Presentation is a Windows software application for conducting psychological and neurobehavioral experiments, developed by Neurobehavioral Systems Inc. and first released in 2003. It supports auditory and visual stimuli creation and delivery, records responses from nearly any input device and allows control of parallel port, serial port, TCP/IP and Ni-DAQ for communication to and from fMRI devices, response devices, eye trackers and brain imaging equipment. It also supports Microsoft Kinect for Windows. It is temporally accurate to less than a millisecond. Presentation has over 10,000 users worldwide. Presentation supports Unicode via the utf-8 specification.

==Users==
Presentation is used in universities and their experiments all over the world, such as
- Centre for Cognitive Neuroimaging
- Perception, memory and aesthetics of indeterminate art
- Common ground for spatial cognition? A behavioral and fMRI study of sex differences in mental rotation and spatial working memory
- Contagious yawning and the brain
- Stereoscopic Depth and the Occlusion Illusion
- Neural mechanisms underlying auditory feedback control of speech
- An Interdisciplinary Study of Visual Indeterminacy

==Programming==
Presentation uses two proprietary scripting languages to describe and control experiments. It also has a Python module allowing the use of Python to control experiments.

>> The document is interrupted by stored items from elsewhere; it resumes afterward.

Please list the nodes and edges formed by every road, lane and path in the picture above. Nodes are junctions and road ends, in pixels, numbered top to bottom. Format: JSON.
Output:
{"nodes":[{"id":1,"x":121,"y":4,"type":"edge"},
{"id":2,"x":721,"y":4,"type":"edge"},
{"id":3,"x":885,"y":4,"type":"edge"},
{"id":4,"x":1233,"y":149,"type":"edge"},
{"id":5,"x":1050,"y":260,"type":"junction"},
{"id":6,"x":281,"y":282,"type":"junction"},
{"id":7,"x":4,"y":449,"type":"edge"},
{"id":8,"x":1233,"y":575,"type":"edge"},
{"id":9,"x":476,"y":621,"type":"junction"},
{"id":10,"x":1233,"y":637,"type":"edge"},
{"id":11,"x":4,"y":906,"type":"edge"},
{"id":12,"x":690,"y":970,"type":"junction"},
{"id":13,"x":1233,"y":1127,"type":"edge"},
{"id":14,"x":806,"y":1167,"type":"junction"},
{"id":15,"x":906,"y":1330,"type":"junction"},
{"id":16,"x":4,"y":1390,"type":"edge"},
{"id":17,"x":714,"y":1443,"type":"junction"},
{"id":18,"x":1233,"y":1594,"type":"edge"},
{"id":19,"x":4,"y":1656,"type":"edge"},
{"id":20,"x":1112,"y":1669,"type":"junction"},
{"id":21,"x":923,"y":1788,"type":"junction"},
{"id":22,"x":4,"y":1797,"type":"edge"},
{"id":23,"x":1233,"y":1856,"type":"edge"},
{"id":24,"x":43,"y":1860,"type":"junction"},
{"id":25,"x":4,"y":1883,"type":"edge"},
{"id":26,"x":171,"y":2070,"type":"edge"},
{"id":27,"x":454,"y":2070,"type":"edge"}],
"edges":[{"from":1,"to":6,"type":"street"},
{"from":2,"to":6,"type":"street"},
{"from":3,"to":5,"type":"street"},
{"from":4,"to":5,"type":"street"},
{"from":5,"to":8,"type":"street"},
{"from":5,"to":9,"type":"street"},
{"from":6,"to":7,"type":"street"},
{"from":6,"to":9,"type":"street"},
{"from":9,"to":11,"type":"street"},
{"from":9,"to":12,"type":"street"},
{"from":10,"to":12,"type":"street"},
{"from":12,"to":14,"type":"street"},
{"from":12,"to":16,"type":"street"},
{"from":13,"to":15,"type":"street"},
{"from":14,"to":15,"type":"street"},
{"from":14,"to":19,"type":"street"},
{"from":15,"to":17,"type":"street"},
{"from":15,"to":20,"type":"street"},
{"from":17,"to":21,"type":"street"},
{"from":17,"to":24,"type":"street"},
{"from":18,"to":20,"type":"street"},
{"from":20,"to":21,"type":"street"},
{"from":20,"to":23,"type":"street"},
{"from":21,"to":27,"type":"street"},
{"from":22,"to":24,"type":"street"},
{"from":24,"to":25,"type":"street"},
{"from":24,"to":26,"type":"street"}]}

===SDL (Scenario Description Language)===
SDL is a simple language used to describe the stimuli and trials which make up an experiment. Compile-time logic can be used to generate and/or randomize stimuli.

===PCL (Program Control Language)===
PCL is a fully functioning scripting language based loosely on C and Basic. It uses strong type checking to ensure that the intention of the programmer is explicit. Loops, "if" statements and subroutines are supported. It can be used in conjunction with the objects created in SDL, or used alone to create, manipulate and present stimuli. The editor supports code completion.

===Python ===
Presentation has a Python module which allows users to use Python instead of PCL to script their experiments. Anything that can be done in PCL can also be done in Python.